UnSubRocky wrote on Sep 24
th, 2023 at 10:29pm:
Frank wrote on Sep 24
th, 2023 at 10:37am:
Langton:
“I imagine that most Australians who are non-Indigenous, if we lose the referendum, will not be able to look me in the eye,” she says. “How are they going to ever ask an Indigenous person, a Traditional Owner, for a welcome to country? How are they ever going to be able to ask me to come and speak at their conference? If they have the temerity to do it, of course the answer is going to be no.”
That ALONE is worth a NO vote on 14 October - no more welcome to country, no more genuflection to 'elders, past present and recovering from hangover'.
Although I would have loved a link to check on the credibility of the quote, I did my own research to find a quick search only giving links to pay-walled news sites.
But, before even doing a search for the quote, I was face-palming at what I had read by Langton. The absolute arrogance of Langton to claim that she is a traditional owner of the country. Langton should be able to concede that she is part of a racial group that was conquered at least 100 years ago. And no, I do not mean when the Galactic Empire took over the galaxy and Langton had to flee to Dagobah to await Luke Skywalker to continue his Jedi training.
The senile old woman should just pack her shhhtuff up and retire from public life.
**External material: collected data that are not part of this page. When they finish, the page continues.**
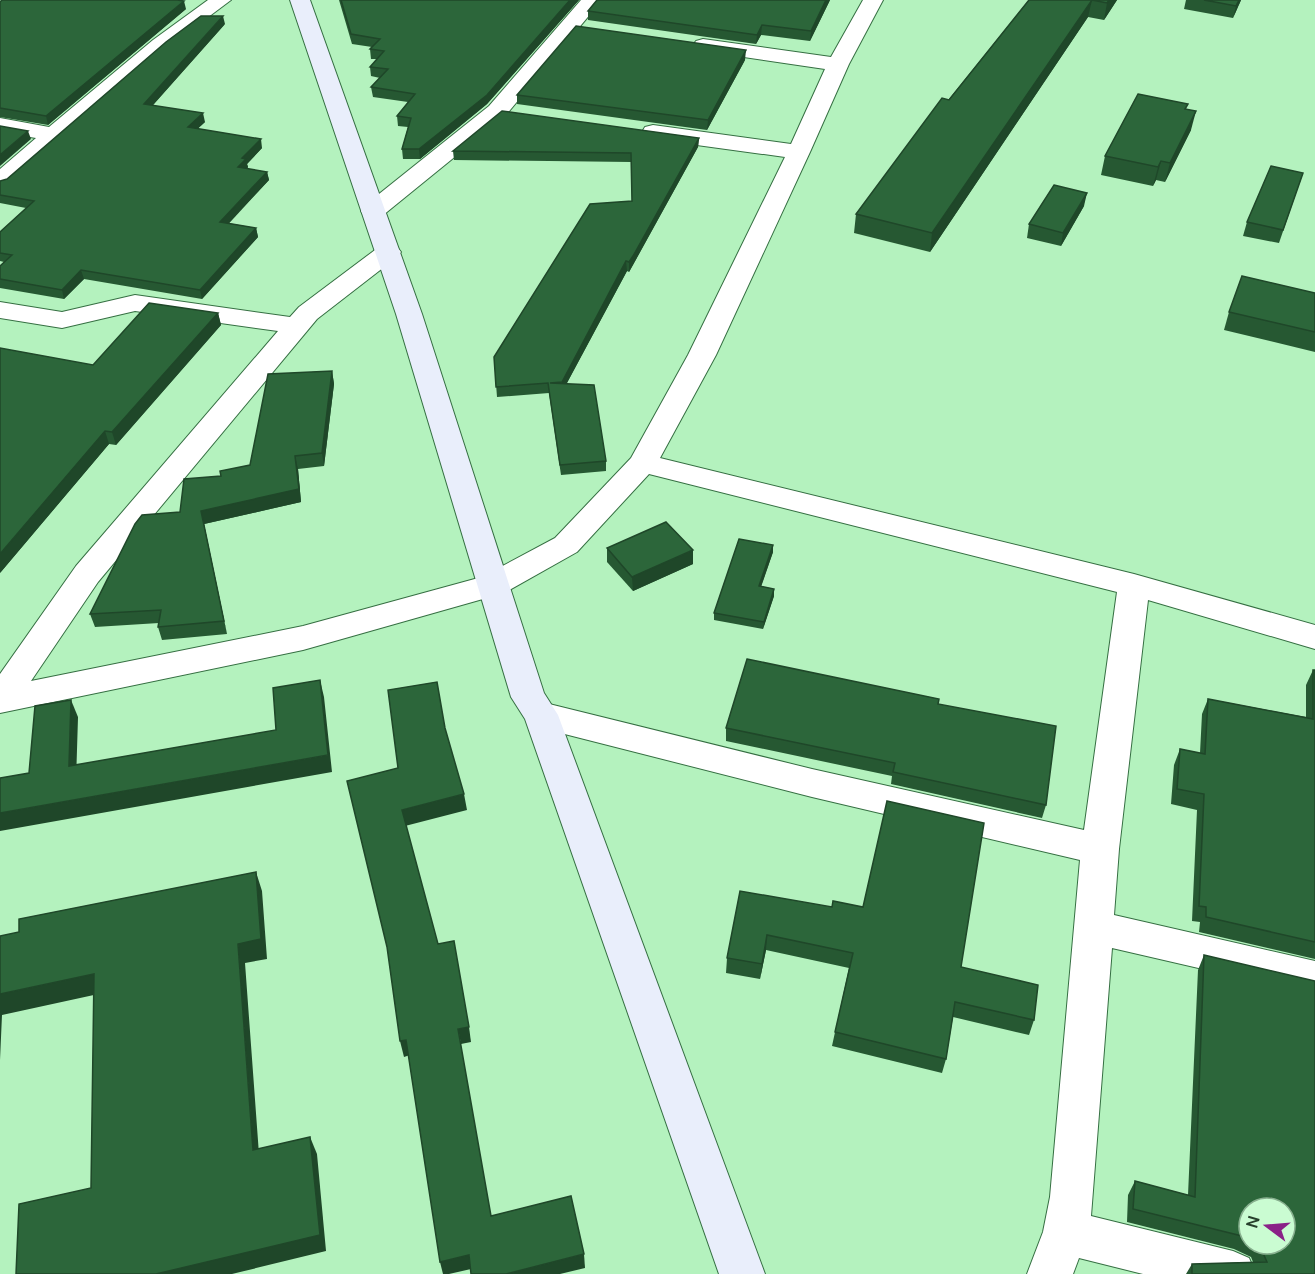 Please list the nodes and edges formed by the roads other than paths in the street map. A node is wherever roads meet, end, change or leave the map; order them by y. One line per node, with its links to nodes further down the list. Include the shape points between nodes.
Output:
1 (221, 0): 13 (street, via 160,44)
2 (300, 0): 16 (street)
3 (592, 0): 5 (street)
4 (873, 0): 8 (street)
5 (570, 26): 6 (street); 9 (street)
6 (593, 29)
7 (687, 42): 8 (street)
8 (838, 64): 14 (street)
9 (497, 111): 10 (street); 16 (street)
10 (520, 114)
11 (0, 125): 13 (street)
12 (636, 130): 14 (street)
13 (54, 135): 15 (street)
14 (799, 152): 20 (street, via 702,355)
15 (0, 181)
16 (373, 211): 17 (street)
17 (388, 252): 19 (street); 21 (street)
18 (0, 310): 19 (street, via 62,320 135,303)
19 (297, 326): 24 (street, via 87,574)
20 (644, 463): 21 (street, via 566,545); 22 (street)
21 (493, 585): 24 (street, via 303,638); 25 (street, via 528,697)
22 (1134, 585): 23 (street); 26 (street)
23 (1315, 637)
24 (0, 700)
25 (541, 715): 26 (street); 30 (street)
26 (1100, 849): 27 (street)
27 (1095, 927): 28 (street); 29 (street)
28 (1315, 978)
29 (1066, 1232): 31 (street); 32 (street)
30 (742, 1274)
31 (1050, 1274)
32 (1233, 1274) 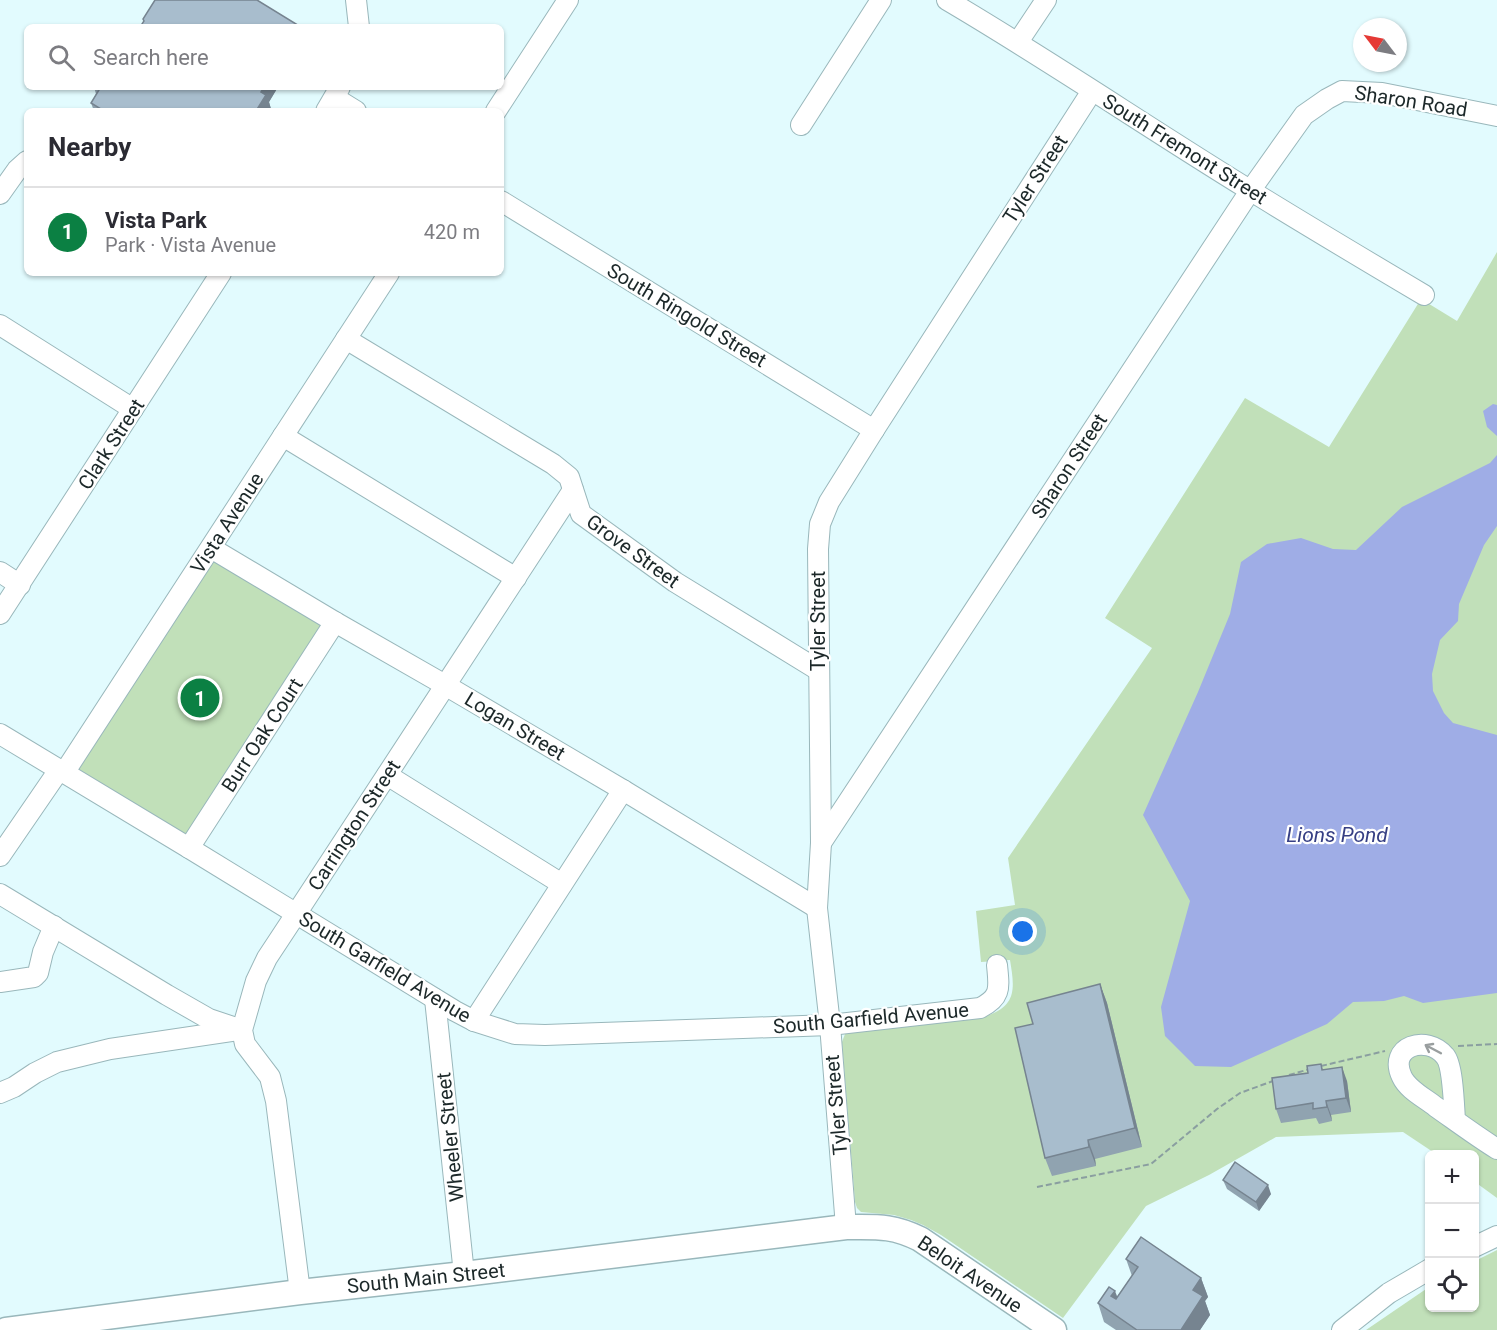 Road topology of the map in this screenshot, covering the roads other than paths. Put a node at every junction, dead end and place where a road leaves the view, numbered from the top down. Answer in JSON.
{"nodes":[{"id":1,"x":356,"y":0,"type":"edge"},
{"id":2,"x":568,"y":0,"type":"edge"},
{"id":3,"x":881,"y":0,"type":"edge"},
{"id":4,"x":947,"y":0,"type":"edge"},
{"id":5,"x":1046,"y":0,"type":"edge"},
{"id":6,"x":359,"y":24,"type":"edge"},
{"id":7,"x":1018,"y":42,"type":"junction"},
{"id":8,"x":1092,"y":91,"type":"junction"},
{"id":9,"x":334,"y":99,"type":"edge"},
{"id":10,"x":1327,"y":99,"type":"joint"},
{"id":11,"x":350,"y":108,"type":"edge"},
{"id":12,"x":498,"y":108,"type":"edge"},
{"id":13,"x":1497,"y":116,"type":"edge"},
{"id":14,"x":801,"y":125,"type":"dead end"},
{"id":15,"x":24,"y":164,"type":"edge"},
{"id":16,"x":1250,"y":191,"type":"junction"},
{"id":17,"x":0,"y":194,"type":"edge"},
{"id":18,"x":504,"y":203,"type":"edge"},
{"id":19,"x":219,"y":276,"type":"edge"},
{"id":20,"x":387,"y":276,"type":"edge"},
{"id":21,"x":1424,"y":295,"type":"dead end"},
{"id":22,"x":0,"y":325,"type":"edge"},
{"id":23,"x":346,"y":339,"type":"junction"},
{"id":24,"x":134,"y":409,"type":"junction"},
{"id":25,"x":874,"y":429,"type":"junction"},
{"id":26,"x":283,"y":436,"type":"junction"},
{"id":27,"x":573,"y":490,"type":"junction"},
{"id":28,"x":211,"y":548,"type":"junction"},
{"id":29,"x":0,"y":572,"type":"edge"},
{"id":30,"x":516,"y":578,"type":"junction"},
{"id":31,"x":21,"y":585,"type":"junction"},
{"id":32,"x":0,"y":614,"type":"edge"},
{"id":33,"x":335,"y":622,"type":"junction"},
{"id":34,"x":819,"y":670,"type":"junction"},
{"id":35,"x":446,"y":685,"type":"junction"},
{"id":36,"x":0,"y":734,"type":"edge"},
{"id":37,"x":62,"y":771,"type":"junction"},
{"id":38,"x":387,"y":775,"type":"junction"},
{"id":39,"x":623,"y":790,"type":"junction"},
{"id":40,"x":821,"y":843,"type":"junction"},
{"id":41,"x":189,"y":848,"type":"junction"},
{"id":42,"x":0,"y":855,"type":"edge"},
{"id":43,"x":562,"y":884,"type":"junction"},
{"id":44,"x":0,"y":894,"type":"edge"},
{"id":45,"x":817,"y":908,"type":"junction"},
{"id":46,"x":296,"y":914,"type":"junction"},
{"id":47,"x":54,"y":926,"type":"junction"},
{"id":48,"x":997,"y":965,"type":"dead end"},
{"id":49,"x":0,"y":982,"type":"edge"},
{"id":50,"x":435,"y":999,"type":"junction"},
{"id":51,"x":474,"y":1021,"type":"junction"},
{"id":52,"x":830,"y":1025,"type":"junction"},
{"id":53,"x":242,"y":1030,"type":"junction"},
{"id":54,"x":0,"y":1093,"type":"edge"},
{"id":55,"x":1455,"y":1120,"type":"junction"},
{"id":56,"x":1497,"y":1149,"type":"edge"},
{"id":57,"x":846,"y":1227,"type":"junction"},
{"id":58,"x":1497,"y":1236,"type":"edge"},
{"id":59,"x":1479,"y":1245,"type":"edge"},
{"id":60,"x":1425,"y":1272,"type":"edge"},
{"id":61,"x":464,"y":1274,"type":"junction"},
{"id":62,"x":300,"y":1292,"type":"junction"},
{"id":63,"x":6,"y":1330,"type":"edge"},
{"id":64,"x":1054,"y":1330,"type":"edge"},
{"id":65,"x":1342,"y":1330,"type":"edge"}],
"edges":[{"from":1,"to":6,"type":"street"},
{"from":2,"to":12,"type":"street"},
{"from":3,"to":14,"type":"street"},
{"from":4,"to":7,"type":"street","name":"South Fremont Street"},
{"from":5,"to":7,"type":"street"},
{"from":7,"to":8,"type":"street","name":"South Fremont Street"},
{"from":8,"to":16,"type":"street","name":"South Fremont Street"},
{"from":8,"to":25,"type":"street","name":"Tyler Street"},
{"from":9,"to":11,"type":"street"},
{"from":10,"to":13,"type":"street","name":"Sharon Road"},
{"from":10,"to":16,"type":"street","name":"Sharon Street"},
{"from":15,"to":17,"type":"street"},
{"from":16,"to":21,"type":"street","name":"South Fremont Street"},
{"from":16,"to":40,"type":"street","name":"Sharon Street"},
{"from":18,"to":25,"type":"street","name":"South Ringold Street"},
{"from":19,"to":24,"type":"street","name":"Clark Street"},
{"from":20,"to":23,"type":"street","name":"Vista Avenue"},
{"from":22,"to":24,"type":"street"},
{"from":23,"to":26,"type":"street","name":"Vista Avenue"},
{"from":23,"to":27,"type":"street","name":"Grove Street"},
{"from":24,"to":31,"type":"street","name":"Clark Street"},
{"from":25,"to":34,"type":"street","name":"Tyler Street"},
{"from":26,"to":28,"type":"street","name":"Vista Avenue"},
{"from":26,"to":30,"type":"street"},
{"from":27,"to":30,"type":"street","name":"Carrington Street"},
{"from":27,"to":34,"type":"street","name":"Grove Street"},
{"from":28,"to":33,"type":"street","name":"Logan Street"},
{"from":28,"to":37,"type":"street","name":"Vista Avenue"},
{"from":29,"to":31,"type":"street"},
{"from":30,"to":35,"type":"street","name":"Carrington Street"},
{"from":31,"to":32,"type":"street","name":"Clark Street"},
{"from":33,"to":35,"type":"street","name":"Logan Street"},
{"from":33,"to":41,"type":"street","name":"Burr Oak Court"},
{"from":34,"to":40,"type":"street","name":"Tyler Street"},
{"from":35,"to":38,"type":"street","name":"Carrington Street"},
{"from":35,"to":39,"type":"street","name":"Logan Street"},
{"from":36,"to":37,"type":"street","name":"South Garfield Avenue"},
{"from":37,"to":41,"type":"street","name":"South Garfield Avenue"},
{"from":37,"to":42,"type":"street","name":"Vista Avenue"},
{"from":38,"to":43,"type":"street"},
{"from":38,"to":46,"type":"street","name":"Carrington Street"},
{"from":39,"to":43,"type":"street"},
{"from":39,"to":45,"type":"street","name":"Logan Street"},
{"from":40,"to":45,"type":"street","name":"Tyler Street"},
{"from":41,"to":46,"type":"street","name":"South Garfield Avenue"},
{"from":43,"to":51,"type":"street"},
{"from":44,"to":47,"type":"street"},
{"from":45,"to":52,"type":"street","name":"Tyler Street"},
{"from":46,"to":50,"type":"street","name":"South Garfield Avenue"},
{"from":46,"to":53,"type":"street","name":"Carrington Street"},
{"from":47,"to":49,"type":"street"},
{"from":47,"to":53,"type":"street"},
{"from":48,"to":52,"type":"street","name":"South Garfield Avenue"},
{"from":50,"to":51,"type":"street","name":"South Garfield Avenue"},
{"from":50,"to":61,"type":"street","name":"Wheeler Street"},
{"from":51,"to":52,"type":"street","name":"South Garfield Avenue"},
{"from":52,"to":57,"type":"street","name":"Tyler Street"},
{"from":53,"to":54,"type":"street"},
{"from":53,"to":62,"type":"street"},
{"from":55,"to":55,"type":"street","one_way":true},
{"from":55,"to":56,"type":"street"},
{"from":57,"to":61,"type":"main road","name":"South Main Street"},
{"from":57,"to":64,"type":"main road","name":"Beloit Avenue"},
{"from":58,"to":59,"type":"street"},
{"from":60,"to":65,"type":"street"},
{"from":61,"to":62,"type":"main road","name":"South Main Street"},
{"from":62,"to":63,"type":"main road","name":"South Main Street"}]}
She obviously cannot read the room in terms of what the Australian public want for the country. We are sick of certain segments of the 3% being a real drag on the progress of the country. And we are sick of other people who entertain that segment of the 3% and allow their backwardness to continue.
Link
https://www.theaustralian.com.au/weekend-australian-magazine/marcia-langtons-fig...Some other extracts from the same, long magazine profile article:
Another example: When Langton delivered the Boyer Lectures on Radio National in 2012 she focused on mining and its potential to enrich Indigenous economies but quickly found herself the target of environmentalists, blasted for not declaring that a research project with which she had been associated had been partly funded by the mining sector. “Most of the left-wingers who attacked my lectures did not read them and they viciously attacked me on the basis of what they thought I was saying, not what I actually said,” she says. “They let the industry off the hook because they tried to humiliate me and diminish my arguments. I blame the left for so much of the damage caused to us because of their arrogant racism, and particularly many of the environmentalists who do not take us seriously as the First Peoples of this land.”
There’s that word again – racism. Langton uses it often. “Racists don’t understand the horrible impact they have,” she says. “They don’t realise the wear and tear of constant racism is a huge factor in the suicide of young Indigenous Australians. So don’t say to an Aboriginal person ‘you’re too fair to be Aboriginal’, or ‘you’re too pretty to be Aboriginal’, or, ‘did you write that?’” Langton is astonished at the “mischievous” demands for a definition of Aboriginality that have emerged in the Voice debate. Being Aboriginal, she says, has nothing to do with race, but is “a cultural link, a claim of descent, an assertion or claim of identity, and acceptance by the community; it’s about being a member of a community by descent and culture”. She references the High Court decision in the 1983 Tasmanian dam case, which defined an Aboriginal or Torres Strait Islander person as one of “Aboriginal or Torres Strait Islander descent who identifies as an Aboriginal or Torres Strait Islander and is accepted as such by the community in which he or she lives”.
...
She says the “terrible history” of the stolen generations continues for their descendants, some of whom are “as white as the driven snow”. “What they cop is, ‘you’re not dark enough to be Aboriginal’,” says Langton. “It’s a different kind of racism that they have to wear but it’s far removed from the racism you experience when you walk down the street in this country if you have dark skin. They might suffer occasional racism, they might not get the job, the promotion to professor that they wanted, they might not get an Australian Research Council grant. [But] there are a lot of Aboriginal people who will never be able to get a taxi. These young, fair-skinned people, they’ll get a taxi OK. They suffer a very different kind of racism, and it’s more in the zone of the typical … identity attacks of, ‘you’re doing it so you can get money’.”
To Langton, there’s a certain irony in columnists questioning the authenticity of those who don’t “look” Aboriginal: after all, she says, if there are fraudsters, they are ipso facto white, not Aboriginal. She has never felt confusion about her own identity, although she is still asked by some why she doesn’t “pass” as a white person. Overseas she’s often mistaken for Palestinan, Moroccan, Algerian, Puerto Rican, Indian or Anglo-Indian or even Brazilian Portuguese.